* [WORK REQUIRED] Gather, from the data below, each line in which the word "Bukanga" occurs.

* [RECORDS PROVIDED]
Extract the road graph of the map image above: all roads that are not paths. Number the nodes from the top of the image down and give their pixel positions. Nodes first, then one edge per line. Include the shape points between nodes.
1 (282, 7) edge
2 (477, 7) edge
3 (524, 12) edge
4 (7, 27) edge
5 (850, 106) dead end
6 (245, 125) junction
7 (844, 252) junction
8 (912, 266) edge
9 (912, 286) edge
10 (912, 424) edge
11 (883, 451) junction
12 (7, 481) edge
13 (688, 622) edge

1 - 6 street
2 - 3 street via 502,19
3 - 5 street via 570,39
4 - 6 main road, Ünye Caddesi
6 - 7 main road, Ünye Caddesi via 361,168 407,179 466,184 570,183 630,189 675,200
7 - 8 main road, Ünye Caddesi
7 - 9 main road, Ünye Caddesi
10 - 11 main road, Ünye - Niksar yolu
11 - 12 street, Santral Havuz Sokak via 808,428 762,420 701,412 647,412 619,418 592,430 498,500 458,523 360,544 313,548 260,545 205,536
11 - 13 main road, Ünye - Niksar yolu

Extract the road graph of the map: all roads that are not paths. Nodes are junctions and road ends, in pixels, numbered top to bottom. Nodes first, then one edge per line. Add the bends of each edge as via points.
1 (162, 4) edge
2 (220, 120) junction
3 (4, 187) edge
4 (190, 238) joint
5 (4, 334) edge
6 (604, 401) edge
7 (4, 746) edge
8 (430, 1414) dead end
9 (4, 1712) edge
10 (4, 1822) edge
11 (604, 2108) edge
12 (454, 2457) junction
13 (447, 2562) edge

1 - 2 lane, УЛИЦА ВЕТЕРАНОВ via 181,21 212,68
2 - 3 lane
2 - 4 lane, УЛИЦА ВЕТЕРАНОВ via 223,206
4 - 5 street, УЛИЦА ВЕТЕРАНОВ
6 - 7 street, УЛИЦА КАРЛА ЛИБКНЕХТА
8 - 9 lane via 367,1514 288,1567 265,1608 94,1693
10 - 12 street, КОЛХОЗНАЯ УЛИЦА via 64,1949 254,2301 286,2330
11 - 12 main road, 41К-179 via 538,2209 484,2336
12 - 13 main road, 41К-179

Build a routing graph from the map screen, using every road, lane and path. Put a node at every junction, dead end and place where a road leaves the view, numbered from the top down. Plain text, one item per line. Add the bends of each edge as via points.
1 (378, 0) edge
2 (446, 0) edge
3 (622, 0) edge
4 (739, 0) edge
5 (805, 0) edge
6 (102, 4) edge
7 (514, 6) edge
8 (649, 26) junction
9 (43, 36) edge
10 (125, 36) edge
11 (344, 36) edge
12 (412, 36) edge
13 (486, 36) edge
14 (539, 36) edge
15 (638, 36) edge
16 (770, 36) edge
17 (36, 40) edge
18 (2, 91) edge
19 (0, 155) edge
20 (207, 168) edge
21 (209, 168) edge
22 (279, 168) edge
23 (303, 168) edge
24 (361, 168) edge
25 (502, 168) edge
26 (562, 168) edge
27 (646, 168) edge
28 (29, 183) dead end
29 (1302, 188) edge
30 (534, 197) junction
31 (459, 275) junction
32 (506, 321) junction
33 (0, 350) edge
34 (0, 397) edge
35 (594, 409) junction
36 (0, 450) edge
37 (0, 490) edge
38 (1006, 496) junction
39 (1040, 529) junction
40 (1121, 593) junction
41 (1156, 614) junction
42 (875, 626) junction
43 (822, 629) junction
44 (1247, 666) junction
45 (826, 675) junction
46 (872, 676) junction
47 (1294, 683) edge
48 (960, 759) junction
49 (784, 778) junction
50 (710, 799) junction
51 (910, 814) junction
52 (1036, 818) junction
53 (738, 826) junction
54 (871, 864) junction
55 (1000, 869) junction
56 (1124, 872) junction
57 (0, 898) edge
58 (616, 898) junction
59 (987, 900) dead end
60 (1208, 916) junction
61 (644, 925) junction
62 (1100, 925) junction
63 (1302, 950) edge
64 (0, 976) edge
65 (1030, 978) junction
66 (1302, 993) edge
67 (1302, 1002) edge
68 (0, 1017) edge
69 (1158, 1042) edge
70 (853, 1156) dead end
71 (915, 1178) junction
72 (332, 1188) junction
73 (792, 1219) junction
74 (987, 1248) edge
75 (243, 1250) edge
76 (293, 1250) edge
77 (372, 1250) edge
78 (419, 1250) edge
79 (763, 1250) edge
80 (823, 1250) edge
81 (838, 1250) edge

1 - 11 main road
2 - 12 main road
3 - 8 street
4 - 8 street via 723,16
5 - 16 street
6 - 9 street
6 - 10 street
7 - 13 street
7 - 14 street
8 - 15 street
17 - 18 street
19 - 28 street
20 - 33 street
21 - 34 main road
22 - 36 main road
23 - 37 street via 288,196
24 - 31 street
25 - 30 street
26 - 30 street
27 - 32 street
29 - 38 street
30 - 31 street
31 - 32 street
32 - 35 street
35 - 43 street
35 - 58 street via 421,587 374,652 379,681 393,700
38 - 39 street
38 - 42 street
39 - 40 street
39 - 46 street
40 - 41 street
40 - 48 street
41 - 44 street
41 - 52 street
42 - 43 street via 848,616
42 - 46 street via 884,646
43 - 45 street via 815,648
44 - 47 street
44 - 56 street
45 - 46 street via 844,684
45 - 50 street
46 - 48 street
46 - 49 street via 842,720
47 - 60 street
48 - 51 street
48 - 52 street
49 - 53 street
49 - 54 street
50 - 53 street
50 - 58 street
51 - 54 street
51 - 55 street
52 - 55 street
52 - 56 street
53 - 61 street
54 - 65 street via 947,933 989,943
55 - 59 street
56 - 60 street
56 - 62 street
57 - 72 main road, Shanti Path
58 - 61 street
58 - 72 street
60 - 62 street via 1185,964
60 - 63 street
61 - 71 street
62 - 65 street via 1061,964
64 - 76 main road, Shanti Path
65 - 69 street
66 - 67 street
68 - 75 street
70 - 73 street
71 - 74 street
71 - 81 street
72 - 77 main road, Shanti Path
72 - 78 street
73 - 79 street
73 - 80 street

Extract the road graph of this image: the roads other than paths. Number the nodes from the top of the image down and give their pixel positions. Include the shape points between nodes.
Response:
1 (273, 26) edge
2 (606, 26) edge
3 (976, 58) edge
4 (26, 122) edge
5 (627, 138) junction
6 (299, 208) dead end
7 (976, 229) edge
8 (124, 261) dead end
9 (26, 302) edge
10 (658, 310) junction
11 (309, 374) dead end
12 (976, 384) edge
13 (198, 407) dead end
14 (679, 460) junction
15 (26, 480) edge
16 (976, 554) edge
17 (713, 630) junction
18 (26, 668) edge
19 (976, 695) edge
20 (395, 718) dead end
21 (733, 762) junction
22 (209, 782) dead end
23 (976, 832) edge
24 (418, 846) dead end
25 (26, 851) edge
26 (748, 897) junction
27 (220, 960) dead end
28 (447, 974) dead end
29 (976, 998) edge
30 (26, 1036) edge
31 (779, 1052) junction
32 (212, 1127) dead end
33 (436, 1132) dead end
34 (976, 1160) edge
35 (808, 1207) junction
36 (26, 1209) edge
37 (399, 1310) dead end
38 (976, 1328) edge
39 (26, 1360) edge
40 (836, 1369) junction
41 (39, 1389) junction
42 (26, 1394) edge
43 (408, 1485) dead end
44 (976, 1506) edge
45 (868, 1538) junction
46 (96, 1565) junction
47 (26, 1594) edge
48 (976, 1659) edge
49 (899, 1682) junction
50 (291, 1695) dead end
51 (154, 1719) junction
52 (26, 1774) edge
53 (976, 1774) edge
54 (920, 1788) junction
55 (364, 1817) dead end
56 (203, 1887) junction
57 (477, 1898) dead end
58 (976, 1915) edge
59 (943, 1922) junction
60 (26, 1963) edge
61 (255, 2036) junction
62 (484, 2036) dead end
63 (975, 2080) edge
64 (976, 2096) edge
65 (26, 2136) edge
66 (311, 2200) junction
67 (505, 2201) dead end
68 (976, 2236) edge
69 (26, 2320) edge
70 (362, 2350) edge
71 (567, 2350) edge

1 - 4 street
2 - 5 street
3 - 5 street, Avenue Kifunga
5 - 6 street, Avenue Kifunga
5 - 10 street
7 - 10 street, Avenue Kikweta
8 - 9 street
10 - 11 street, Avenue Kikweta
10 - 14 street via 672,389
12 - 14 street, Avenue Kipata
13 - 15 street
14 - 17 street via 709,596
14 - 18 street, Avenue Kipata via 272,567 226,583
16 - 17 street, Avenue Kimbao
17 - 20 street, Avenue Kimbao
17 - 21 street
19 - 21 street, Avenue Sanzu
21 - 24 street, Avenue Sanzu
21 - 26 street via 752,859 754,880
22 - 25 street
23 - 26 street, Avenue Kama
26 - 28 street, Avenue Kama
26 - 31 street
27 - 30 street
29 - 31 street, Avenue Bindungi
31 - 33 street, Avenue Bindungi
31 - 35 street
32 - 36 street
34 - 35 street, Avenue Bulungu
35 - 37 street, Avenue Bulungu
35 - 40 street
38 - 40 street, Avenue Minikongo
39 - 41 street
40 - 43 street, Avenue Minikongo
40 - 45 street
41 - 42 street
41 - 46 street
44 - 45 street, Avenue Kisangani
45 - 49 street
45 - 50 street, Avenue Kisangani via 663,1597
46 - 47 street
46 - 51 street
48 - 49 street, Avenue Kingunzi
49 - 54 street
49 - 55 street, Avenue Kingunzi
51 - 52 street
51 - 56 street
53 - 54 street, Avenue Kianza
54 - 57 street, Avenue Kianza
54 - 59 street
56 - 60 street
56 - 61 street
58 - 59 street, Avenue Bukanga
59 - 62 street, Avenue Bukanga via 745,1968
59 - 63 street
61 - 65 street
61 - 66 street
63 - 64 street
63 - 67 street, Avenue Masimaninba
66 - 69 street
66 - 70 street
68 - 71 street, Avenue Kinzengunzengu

* [TASK RESPONSE]
58 - 59 street, Avenue Bukanga
59 - 62 street, Avenue Bukanga via 745,1968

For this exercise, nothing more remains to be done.